Mannie even ships to Japan.   

I have tried numerous brands (US and Japanese) and they all do well. My problem here is that I cannot find anything larger than a 2 oz bottle even in large hobby stores, and the 2 oz here is almost as much as the 8 oz on Monty's site.


----------



## huskerturner (Sep 9, 2008)

OldWrangler said:


> Let's make it more unanious. Glue is totally fresh and service in superb. And the prices are the best I've found.......and I buy a lot of glue, most of which ends up on my hands and fingers.  But never had a finger fall off, must work good.



I checked out his website, and I liked what I saw...I think I found my new CA source.  Thanks for the information.

Greg


----------



## Bill Arnold (Sep 9, 2008)

You convinced me!  I just placed my first order for CA with Mannie.

:cowboy:


----------



## jttheclockman (Sep 10, 2008)

Is Mannie 's web site Wooden wonders that was linked????  If so he does have great prices and I have found my supply for bottles also.


----------



## redfishsc (Sep 10, 2008)

Yes, John, you sure have. 

I've ordered probably 4 or 5 times from Monty over the past year or so and he's fast with great prices. 

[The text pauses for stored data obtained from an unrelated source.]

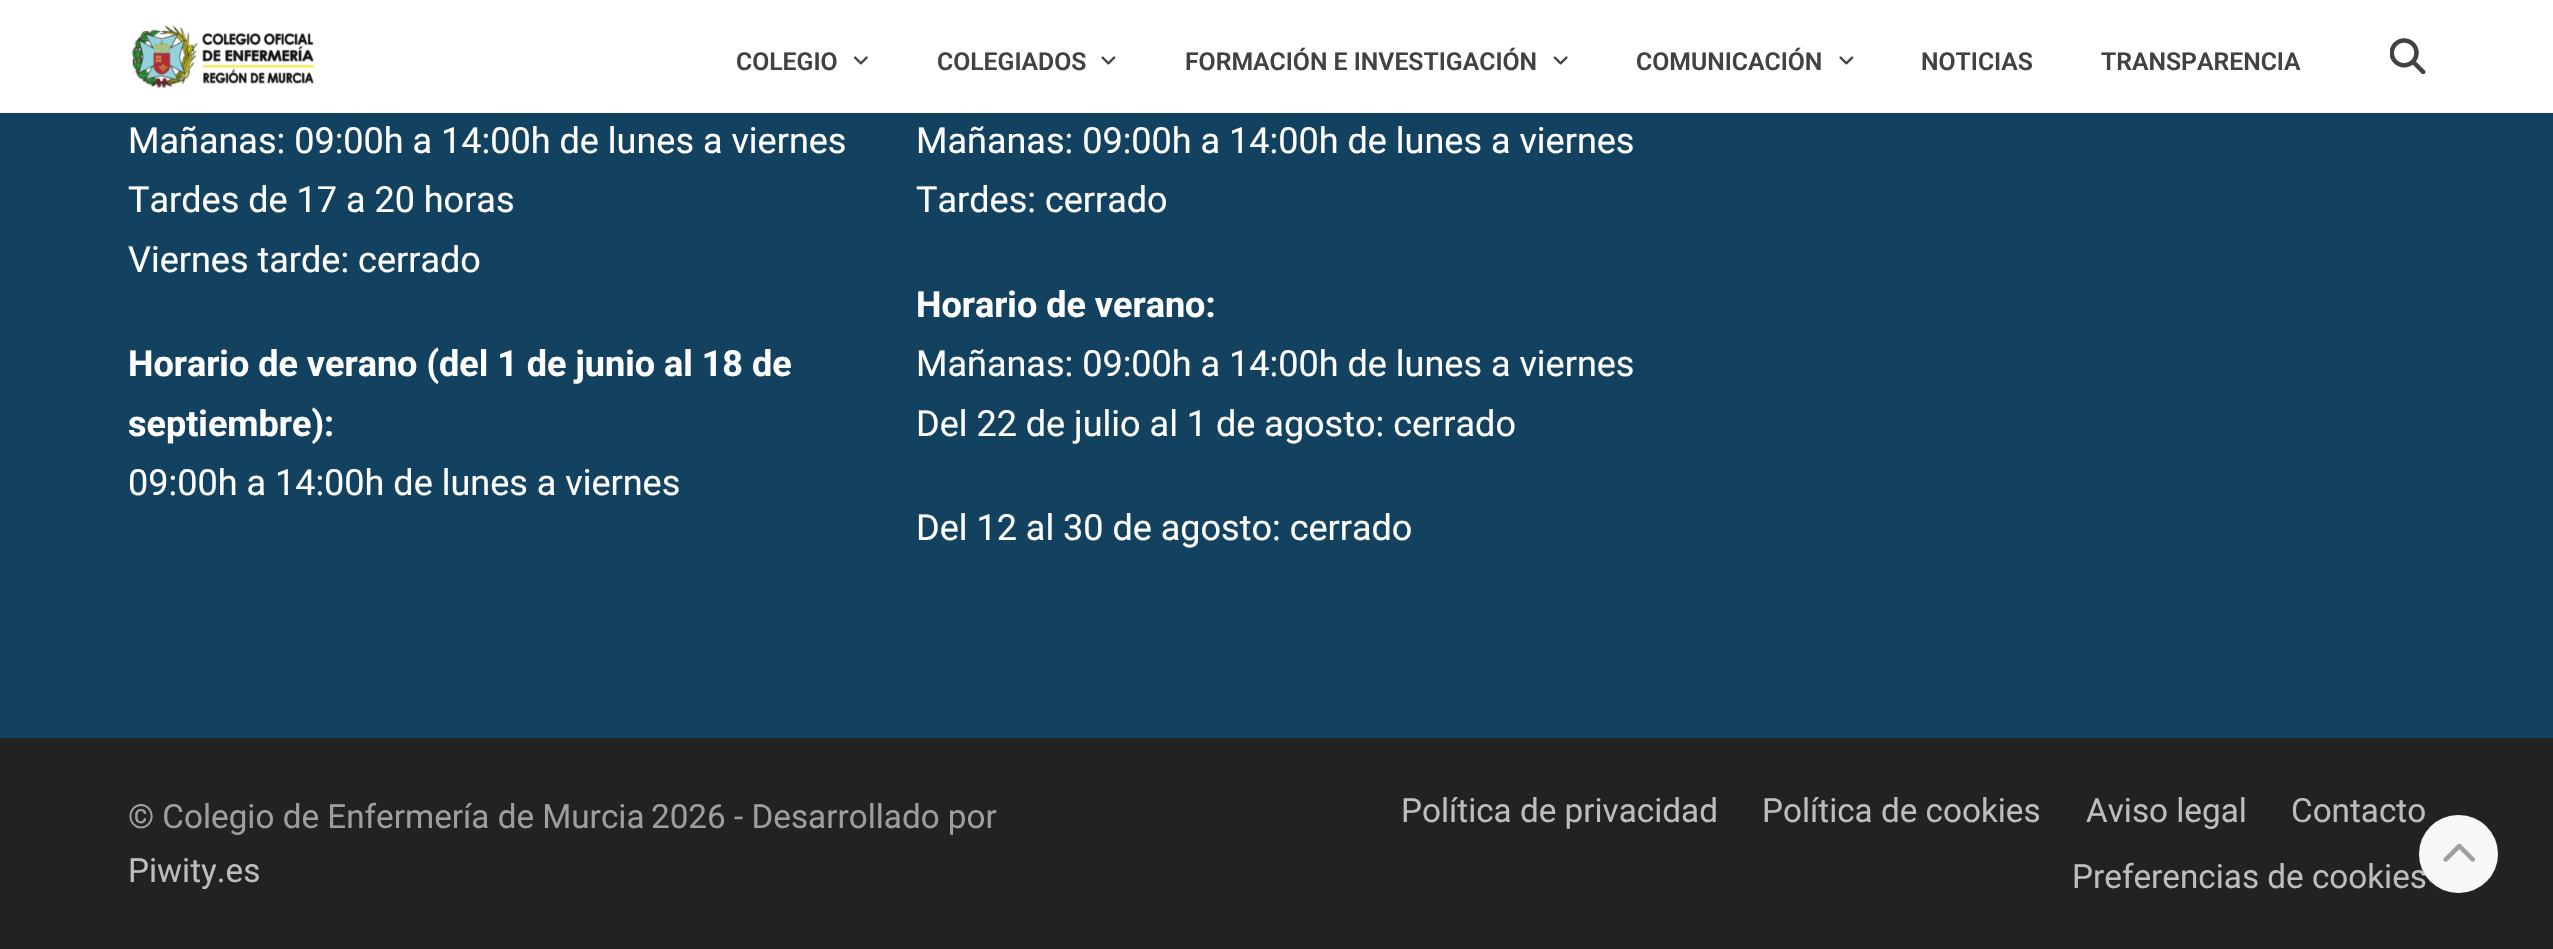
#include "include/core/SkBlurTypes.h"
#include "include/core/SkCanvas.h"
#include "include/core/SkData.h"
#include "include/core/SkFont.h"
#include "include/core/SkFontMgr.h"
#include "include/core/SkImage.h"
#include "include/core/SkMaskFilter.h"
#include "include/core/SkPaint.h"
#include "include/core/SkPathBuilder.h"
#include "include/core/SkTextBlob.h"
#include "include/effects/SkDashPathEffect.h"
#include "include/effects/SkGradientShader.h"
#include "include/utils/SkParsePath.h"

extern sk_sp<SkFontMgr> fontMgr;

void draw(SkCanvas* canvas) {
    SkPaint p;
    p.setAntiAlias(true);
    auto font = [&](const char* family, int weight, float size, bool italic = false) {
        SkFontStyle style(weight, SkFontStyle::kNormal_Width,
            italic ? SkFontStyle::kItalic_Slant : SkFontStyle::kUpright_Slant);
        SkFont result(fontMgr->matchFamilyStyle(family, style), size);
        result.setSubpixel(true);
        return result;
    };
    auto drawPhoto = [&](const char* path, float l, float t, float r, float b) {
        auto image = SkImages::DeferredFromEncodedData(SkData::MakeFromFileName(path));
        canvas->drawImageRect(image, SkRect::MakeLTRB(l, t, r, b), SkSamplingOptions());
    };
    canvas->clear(0xFF222222);
    p.setColor(0xFFFFFFFF);
    canvas->drawRect(SkRect::MakeLTRB(0, 0, 2553, 113), p);
    drawPhoto("media/1.png", 131, 25, 315, 89);
    auto font1 = font("Roboto", 600, 24.75f);
    p.setColor(0xFF424242);
    canvas->drawString("COLEGIO", 736, 70, font1, p);
    drawPhoto("media/2.png", 853, 56, 868, 65);
    canvas->drawString("COLEGIADOS", 937, 70, font1, p);
    drawPhoto("media/3.png", 1101, 56, 1116, 65);
    canvas->drawString("FORMACIÓN E INVESTIGACIÓN", 1185, 70, font1, p);
    drawPhoto("media/4.png", 1553, 56, 1568, 65);
    canvas->drawString("COMUNICACIÓN", 1636, 70, font1, p);
    drawPhoto("media/3.png", 1839, 56, 1854, 65);
    canvas->drawString("NOTICIAS", 1921, 70, font1, p);
    canvas->drawString("TRANSPARENCIA", 2101, 70, font1, p);
    drawPhoto("media/5.png", 2390, 38, 2426, 74);
    p.setColor(0xFF134160);
    canvas->drawRect(SkRect::MakeLTRB(0, 113, 2553, 738), p);
    auto font2 = font("Roboto", 400, 36);
    p.setColor(0xFFFFFFFF);
    {
        const struct { const char* s; float x, y; } items[] = {
            {"Mañanas: 09:00h a 14:00h de lunes a viernes", 128, 153},
            {"Tardes de 17 a 20 horas", 128, 212},
            {"Viernes tarde: cerrado", 128, 272},
        };
        for (auto [s, x, y] : items) {
            canvas->drawString(s, x, y, font2, p);
        }
    }
    auto font3 = font("Roboto", 700, 36);
    canvas->drawString("Horario de verano (del 1 de junio al 18 de", 128, 376, font3, p);
    canvas->drawString("septiembre):", 128, 436, font3, p);
    {
        const struct { const char* s; float x, y; } items[] = {
            {"09:00h a 14:00h de lunes a viernes", 128, 495},
            {"Mañanas: 09:00h a 14:00h de lunes a viernes", 916, 153},
            {"Tardes: cerrado", 916, 212},
        };
        for (auto [s, x, y] : items) {
            canvas->drawString(s, x, y, font2, p);
        }
    }
    canvas->drawString("Horario de verano:", 916, 317, font3, p);
    {
        const struct { const char* s; float x, y; } items[] = {
            {"Mañanas: 09:00h a 14:00h de lunes a viernes", 916, 376},
            {"Del 22 de julio al 1 de agosto: cerrado", 916, 436},
            {"Del 12 al 30 de agosto: cerrado", 916, 540},
        };
        for (auto [s, x, y] : items) {
            canvas->drawString(s, x, y, font2, p);
        }
    }
    auto font4 = font("Roboto", 400, 33.25f);
    p.setColor(0xFF9E9E9E);
    canvas->drawString("© Colegio de Enfermería de Murcia", 128, 828, font4, p);
    canvas->drawString("2026 - Desarrollado por", 651, 828, font4, p);
    p.setColor(0xFFBDBDBD);
    {
        const struct { const char* s; float x, y; } items[] = {
            {"Piwity.es", 128, 882},
            {"Política de privacidad", 1401, 822},
            {"Política de cookies", 1762, 822},
            {"Aviso legal", 2086, 822},
            {"Contacto", 2291, 822},
            {"Preferencias de cookies", 2072, 888},
        };
        for (auto [s, x, y] : items) {
            canvas->drawString(s, x, y, font4, p);
        }
    }
    p.setColor(0xFFF7F7F7);
    canvas->drawRoundRect(SkRect::MakeLTRB(2419, 815, 2498, 893), 39, 39, p);
    drawPhoto("media/6.png", 2443, 843, 2475, 862);
}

Not to mention the REAAAALLLY cool pen he made for me in the last Pen-in-the-hat swap.:biggrin::biggrin::biggrin:


----------



## chriselle (Sep 10, 2008)

His homepage doesn't seem to like Safari.   I guess I'll have to try a different browser.


----------



## Bill Arnold (Sep 12, 2008)

*Great Service from Mannie!*

I placed an order around 8pm Wednesday.  The mailman delivered the box with my glue shortly before noon today (Friday)!


----------



## ed4copies (Sep 12, 2008)

I also use Mannie.

HOWEVER!!!! 

Not all CA manufacturers use the same viscosity ratings.  ORDER SOME THICK, when ordering from Mannie - his medium is thinner than many I have used.  So, if you need to "fill gaps" in some of the larger kits, use Thick.


----------



## TellicoTurning (Sep 15, 2008)

Bill Arnold said:


> I'm sure I'll get a variety of answers to this question but, if I don't ask it, I won't get any answers at all!
> 
> Do you have a preference for one brand of CA glue over another?  If so, why?
> 
> Also, where do you buy your CA?




No Brand preference, but as of last two or three purchases, I buy all of my CA from Manny here on the IAP.. best prices I've found and quick service.

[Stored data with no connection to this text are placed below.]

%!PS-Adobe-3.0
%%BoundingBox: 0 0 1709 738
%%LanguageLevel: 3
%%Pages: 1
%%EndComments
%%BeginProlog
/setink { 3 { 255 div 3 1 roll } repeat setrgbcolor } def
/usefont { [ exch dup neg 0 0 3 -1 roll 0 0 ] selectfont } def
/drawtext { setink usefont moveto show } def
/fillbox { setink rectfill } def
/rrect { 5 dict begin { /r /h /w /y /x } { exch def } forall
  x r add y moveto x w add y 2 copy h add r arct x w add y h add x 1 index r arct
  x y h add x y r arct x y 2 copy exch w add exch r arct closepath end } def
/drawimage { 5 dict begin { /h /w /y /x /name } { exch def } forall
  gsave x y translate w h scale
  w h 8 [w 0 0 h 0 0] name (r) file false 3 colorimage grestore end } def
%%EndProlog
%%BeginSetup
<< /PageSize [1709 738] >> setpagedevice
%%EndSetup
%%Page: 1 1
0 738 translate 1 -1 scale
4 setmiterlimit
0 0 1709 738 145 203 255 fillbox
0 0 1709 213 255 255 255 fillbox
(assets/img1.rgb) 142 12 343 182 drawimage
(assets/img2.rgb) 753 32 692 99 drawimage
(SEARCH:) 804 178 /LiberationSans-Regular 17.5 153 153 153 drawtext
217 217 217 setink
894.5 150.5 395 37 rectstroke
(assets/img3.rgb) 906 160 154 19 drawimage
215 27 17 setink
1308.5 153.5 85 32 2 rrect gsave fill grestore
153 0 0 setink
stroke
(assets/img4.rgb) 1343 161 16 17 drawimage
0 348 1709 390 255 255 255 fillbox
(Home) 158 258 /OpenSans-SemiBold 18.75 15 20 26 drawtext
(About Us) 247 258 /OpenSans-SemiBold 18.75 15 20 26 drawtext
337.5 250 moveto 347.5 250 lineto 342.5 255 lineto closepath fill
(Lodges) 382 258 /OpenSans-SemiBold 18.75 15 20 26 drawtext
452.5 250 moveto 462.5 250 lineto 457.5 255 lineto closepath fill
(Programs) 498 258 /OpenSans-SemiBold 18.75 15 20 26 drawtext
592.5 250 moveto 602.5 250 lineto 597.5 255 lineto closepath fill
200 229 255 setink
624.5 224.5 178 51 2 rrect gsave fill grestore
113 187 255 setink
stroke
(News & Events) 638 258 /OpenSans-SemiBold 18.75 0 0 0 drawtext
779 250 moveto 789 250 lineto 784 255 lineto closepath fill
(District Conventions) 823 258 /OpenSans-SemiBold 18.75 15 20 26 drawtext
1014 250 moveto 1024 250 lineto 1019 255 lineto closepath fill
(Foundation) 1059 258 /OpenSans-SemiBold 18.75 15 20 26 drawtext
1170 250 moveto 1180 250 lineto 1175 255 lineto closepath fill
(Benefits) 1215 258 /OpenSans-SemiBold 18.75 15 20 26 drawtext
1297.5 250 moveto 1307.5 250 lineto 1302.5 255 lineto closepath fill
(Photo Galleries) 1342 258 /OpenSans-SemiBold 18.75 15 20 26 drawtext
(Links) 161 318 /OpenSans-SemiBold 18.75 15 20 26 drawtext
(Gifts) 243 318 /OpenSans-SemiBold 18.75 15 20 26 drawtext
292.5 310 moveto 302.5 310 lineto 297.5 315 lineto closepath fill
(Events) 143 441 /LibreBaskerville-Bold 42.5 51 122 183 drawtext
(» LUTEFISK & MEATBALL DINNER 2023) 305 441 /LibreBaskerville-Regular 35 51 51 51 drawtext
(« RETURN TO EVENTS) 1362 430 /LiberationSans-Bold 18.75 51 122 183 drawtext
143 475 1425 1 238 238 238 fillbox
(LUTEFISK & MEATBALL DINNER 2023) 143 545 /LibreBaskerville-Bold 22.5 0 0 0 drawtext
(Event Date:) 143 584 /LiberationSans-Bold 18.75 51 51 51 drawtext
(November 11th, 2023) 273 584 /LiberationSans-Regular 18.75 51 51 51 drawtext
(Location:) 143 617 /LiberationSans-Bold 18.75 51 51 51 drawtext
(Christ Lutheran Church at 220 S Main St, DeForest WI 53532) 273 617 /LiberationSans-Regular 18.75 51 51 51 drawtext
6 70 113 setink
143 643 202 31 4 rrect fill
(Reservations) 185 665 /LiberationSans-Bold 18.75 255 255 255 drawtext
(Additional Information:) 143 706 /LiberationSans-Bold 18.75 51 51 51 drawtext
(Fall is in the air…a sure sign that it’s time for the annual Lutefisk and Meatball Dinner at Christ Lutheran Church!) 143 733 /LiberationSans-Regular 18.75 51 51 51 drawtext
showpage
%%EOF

'course right now I think he's underwater and it may take a little longer...


----------



## Monty (Sep 15, 2008)

ozmandus said:


> 'course right now I think he's underwater and it may take a little longer...



No water, thank God. And no house damage. But I am flooded in droken branched and downed trees right now along with no power (running off a generator) and dialup so it may take a day or two longer to get the orders out.


----------